L’Europe aide peu de communes avec Wifi4EU ; la France veut des Wifi territoriaux publics et gratuits

Elles sont 224 premières communes en France à bénéficier de l’aide de la Commission européenne pour déployer des hotspots Wifi publics et gratuits. Mais avec plus de 35.000 communes, l’Etat envisage de favoriser partout des
« Wifi territoriaux » afin d’assurer la cohésion des territoires.

« Grâce au premier appel Wifi4EU, 2.800 communes vont pouvoir offrir à des milliers d’Européens et de visiteurs, dans toute l’UE, un accès gratuit à Internet dans les espaces publics, améliorant ainsi la connectivité des citoyens dans leur vie quotidienne », s’est félicitée Mariya Gabriel (photo), commissaire pour l’Economie et la Société numériques, le 7 décembre dernier. En France, seulement 224 communes sont retenues par Wifi4EU. Mais un deuxième appel à candidatures européen va être lancé « début 2019 ».

L’Europe fait dans le « happy few »
Les communes sélectionnées signent actuellement leur « convention de subvention », avant de pouvoir conclure un contrat avec des entreprises d’installation de Wifi, lesquelles mettront en place les points d’accès «Wifi4EU » dans les espaces publics – « puis obtiendront le paiement du coupon ». Ces points d’accès devront être gratuits et fonctionner pendant au moins trois ans. Ces hotspots seront installés dans les espaces publics tels que les mairies, les bibliothèques, les musées, les parcs, les squares et les autres lieux d’intérêt public (1). « Ces réseaux seront exempts de publicité et ne collecteront pas les données personnelles. Les réseaux faisant double emploi avec des services gratuits privés ou publics existants, garantissant un niveau de qualité similaire, ne pourront pas bénéficier d’un financement », a tenu à préciser la Commission européenne.
Pour autant, le programme Wifi4EU piloté par l’Agence exécutive pour l’innovation et les réseaux (INEA) sera limité à 8.000 communes au maximum d’ici à 2020 dans les Vingthuit Etats membres – pour un total de quatre appels à candidatures et une enveloppe globale de 120 millions d’euros. C’est très peu au regard des quelque 89.000 communes que compte l’Europe tout entière. Pour l’heure, les 2.800 premières communes retenues sur le Vieux Continent ont été sélectionnées parmi 13.000 candidatures.

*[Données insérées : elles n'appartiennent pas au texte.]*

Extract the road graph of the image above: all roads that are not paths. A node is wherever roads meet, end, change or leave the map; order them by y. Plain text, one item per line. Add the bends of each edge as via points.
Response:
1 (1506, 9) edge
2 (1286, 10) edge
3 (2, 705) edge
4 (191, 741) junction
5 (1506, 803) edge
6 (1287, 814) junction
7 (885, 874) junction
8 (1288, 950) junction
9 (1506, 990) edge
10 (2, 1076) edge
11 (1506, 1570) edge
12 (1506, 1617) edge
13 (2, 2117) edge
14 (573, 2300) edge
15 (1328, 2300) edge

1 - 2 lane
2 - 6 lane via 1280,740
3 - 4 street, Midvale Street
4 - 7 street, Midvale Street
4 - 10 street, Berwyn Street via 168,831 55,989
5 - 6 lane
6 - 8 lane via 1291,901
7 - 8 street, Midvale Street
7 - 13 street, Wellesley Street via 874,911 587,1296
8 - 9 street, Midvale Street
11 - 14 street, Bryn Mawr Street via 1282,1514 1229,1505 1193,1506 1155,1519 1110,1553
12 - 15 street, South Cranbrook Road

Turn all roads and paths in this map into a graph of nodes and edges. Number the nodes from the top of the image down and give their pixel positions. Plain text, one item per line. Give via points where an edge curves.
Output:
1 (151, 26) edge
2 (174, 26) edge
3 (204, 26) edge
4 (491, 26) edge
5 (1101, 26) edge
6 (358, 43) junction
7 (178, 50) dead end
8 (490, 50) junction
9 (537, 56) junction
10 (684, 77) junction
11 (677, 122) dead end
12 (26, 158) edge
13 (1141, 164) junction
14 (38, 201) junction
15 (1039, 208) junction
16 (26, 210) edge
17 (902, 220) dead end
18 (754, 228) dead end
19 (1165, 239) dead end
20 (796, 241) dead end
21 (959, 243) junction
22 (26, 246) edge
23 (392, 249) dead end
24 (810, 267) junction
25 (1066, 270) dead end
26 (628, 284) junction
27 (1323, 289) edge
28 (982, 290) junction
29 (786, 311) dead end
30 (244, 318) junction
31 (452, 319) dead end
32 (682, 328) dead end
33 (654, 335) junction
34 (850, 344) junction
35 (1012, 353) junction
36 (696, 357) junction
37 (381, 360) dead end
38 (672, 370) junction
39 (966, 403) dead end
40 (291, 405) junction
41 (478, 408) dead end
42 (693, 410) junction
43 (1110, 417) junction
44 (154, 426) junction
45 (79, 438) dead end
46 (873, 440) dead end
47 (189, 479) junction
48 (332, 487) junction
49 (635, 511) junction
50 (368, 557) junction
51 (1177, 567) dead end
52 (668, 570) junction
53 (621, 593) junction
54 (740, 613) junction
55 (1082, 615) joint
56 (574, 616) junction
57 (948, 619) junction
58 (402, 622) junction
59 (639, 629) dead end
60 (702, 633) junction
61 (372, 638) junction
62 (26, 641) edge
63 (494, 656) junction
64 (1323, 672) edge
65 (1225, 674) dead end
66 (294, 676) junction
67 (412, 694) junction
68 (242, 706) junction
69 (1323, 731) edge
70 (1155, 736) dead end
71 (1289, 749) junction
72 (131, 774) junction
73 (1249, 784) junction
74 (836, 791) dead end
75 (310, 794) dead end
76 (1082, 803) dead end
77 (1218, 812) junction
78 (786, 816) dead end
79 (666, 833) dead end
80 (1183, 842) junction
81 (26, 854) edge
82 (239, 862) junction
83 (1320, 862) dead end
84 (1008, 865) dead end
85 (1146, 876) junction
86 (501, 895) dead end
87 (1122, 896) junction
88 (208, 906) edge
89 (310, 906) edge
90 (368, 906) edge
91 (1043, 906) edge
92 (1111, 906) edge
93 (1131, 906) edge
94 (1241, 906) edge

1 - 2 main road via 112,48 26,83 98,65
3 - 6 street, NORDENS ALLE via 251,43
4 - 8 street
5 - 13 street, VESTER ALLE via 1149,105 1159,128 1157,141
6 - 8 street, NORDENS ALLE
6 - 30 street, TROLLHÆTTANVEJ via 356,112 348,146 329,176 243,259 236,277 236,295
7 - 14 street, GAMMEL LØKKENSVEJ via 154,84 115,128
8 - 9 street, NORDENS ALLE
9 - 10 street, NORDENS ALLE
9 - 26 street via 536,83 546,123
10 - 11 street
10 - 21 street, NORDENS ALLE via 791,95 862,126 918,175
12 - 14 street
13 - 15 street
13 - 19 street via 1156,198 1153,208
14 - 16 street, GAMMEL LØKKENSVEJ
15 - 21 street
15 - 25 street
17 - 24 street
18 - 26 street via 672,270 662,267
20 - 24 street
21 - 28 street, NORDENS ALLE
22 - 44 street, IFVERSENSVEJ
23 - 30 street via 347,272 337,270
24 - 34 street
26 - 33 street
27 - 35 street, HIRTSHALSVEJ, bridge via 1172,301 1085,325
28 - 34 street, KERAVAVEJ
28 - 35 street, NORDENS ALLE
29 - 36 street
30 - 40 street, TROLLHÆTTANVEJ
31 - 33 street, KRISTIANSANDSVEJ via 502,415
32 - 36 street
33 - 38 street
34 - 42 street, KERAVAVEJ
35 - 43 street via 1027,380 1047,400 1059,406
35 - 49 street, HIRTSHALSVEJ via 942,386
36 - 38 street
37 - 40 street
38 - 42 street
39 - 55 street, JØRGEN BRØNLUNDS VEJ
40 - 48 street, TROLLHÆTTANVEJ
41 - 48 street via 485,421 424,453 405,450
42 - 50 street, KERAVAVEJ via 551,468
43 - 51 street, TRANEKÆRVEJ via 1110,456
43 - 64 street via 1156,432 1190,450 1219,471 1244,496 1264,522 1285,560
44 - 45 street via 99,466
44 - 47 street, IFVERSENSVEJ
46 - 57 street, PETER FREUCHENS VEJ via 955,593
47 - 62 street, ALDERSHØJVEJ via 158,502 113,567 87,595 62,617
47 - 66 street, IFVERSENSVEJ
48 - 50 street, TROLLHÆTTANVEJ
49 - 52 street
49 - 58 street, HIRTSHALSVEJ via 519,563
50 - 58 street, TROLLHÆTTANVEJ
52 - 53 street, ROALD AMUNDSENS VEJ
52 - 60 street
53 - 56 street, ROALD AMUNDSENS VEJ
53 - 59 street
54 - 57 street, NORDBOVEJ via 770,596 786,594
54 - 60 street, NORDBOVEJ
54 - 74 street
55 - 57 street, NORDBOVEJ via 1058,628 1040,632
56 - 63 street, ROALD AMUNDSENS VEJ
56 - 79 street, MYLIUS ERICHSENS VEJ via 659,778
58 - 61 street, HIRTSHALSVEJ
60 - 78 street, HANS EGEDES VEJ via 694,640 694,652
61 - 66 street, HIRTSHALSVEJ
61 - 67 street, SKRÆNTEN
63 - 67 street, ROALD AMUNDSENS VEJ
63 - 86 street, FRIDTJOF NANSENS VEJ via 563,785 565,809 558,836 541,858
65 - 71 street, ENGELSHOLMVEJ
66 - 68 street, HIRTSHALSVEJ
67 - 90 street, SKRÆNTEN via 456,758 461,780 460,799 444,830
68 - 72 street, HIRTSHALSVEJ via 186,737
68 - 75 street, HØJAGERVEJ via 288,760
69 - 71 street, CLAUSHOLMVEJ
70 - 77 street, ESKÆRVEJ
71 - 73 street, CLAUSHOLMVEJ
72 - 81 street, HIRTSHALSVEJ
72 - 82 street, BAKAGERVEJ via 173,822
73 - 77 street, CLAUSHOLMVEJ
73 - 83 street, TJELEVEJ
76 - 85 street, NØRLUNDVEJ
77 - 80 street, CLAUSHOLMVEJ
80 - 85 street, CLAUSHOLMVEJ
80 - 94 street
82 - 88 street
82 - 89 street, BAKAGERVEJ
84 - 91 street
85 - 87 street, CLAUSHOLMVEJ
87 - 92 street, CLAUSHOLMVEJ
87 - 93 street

C’est dire l’engouement que suscite Wifi4EU, mais aussi la déception
que cela engendre chez les recalés. Et les 224 premières communes françaises à bénéficier du soutien européen – comme Abbeville, Aix-en-Provence, Boulogne-sur-Mer, Cahors, La Roche-sur-Yon ou encore Volvic (2) – ne sont que des happy few par rapport à l’ensemble des 35.000 communes du territoire national. On est encore très loin d’une « connectivité universelle » pourtant promise par la Commission européenne sur le marché unique numérique. En France, le programme Wifi4EU pourrait faire des jaloux entre les quelques communes privilégiées et la plupart des autres qui n’en bénéficieront pas. Alors que le gouvernement fait la chasse aux zones blanches persistantes avec un «New Deal Mobile » signé il y a un an (3) avec les opérateurs mobile (aux engagements de déploiement qui leur sont opposables), tout en visant le très haut débit fixe dans tout le pays d’ici à 2022, voilà que la cohésion numérique des territoires est aussi en souffrance en matière cette fois de Wifi public. Un député, Jean-Luc Lagleize (Modem), avait d’ailleurs interpellé en 2017 Mounir Mahjoubi, secrétaire d’Etat chargé du Numérique à ce sujet : « Il semble crucial d’accélérer la mise à disposition d’accès publics de haute qualité au Wifi pour tous les citoyens, comme pour les visiteurs. [J’]attire donc son attention sur la nécessité de renforcer et de généraliser les réseaux Wifi et la connectivité dans les espaces publics de toutes les communes françaises ». C’est en 2018 que le ministère de la Cohésion des territoires et des Relations avec les collectivités territoriales a pris le relais pour répondre. C’est aussi
la première fois que le gouvernement détaille le projet de « Wifi territoriaux » : « Plus
de 1.600 communes ou groupements de communes ont déjà manifesté leur intérêt
en s’inscrivant sur le portail de Wifi4EU ou en prenant contact avec le commissariat général à l’égalité des territoires, qui assure la coordination de l’ensemble des dispositifs d’appui au développement du Wifi territorial. Nombre de ces communes
ont été sélectionnées dans le cadre du programme “Action cœur de ville”, et un projet de Wifi territorial pourra y soutenir le développement du commerce, du tourisme et l’accessibilité des services », explique le ministère de Jacqueline Gourault dans sa réponse publiée au J.O. du 19 juin dernier (4).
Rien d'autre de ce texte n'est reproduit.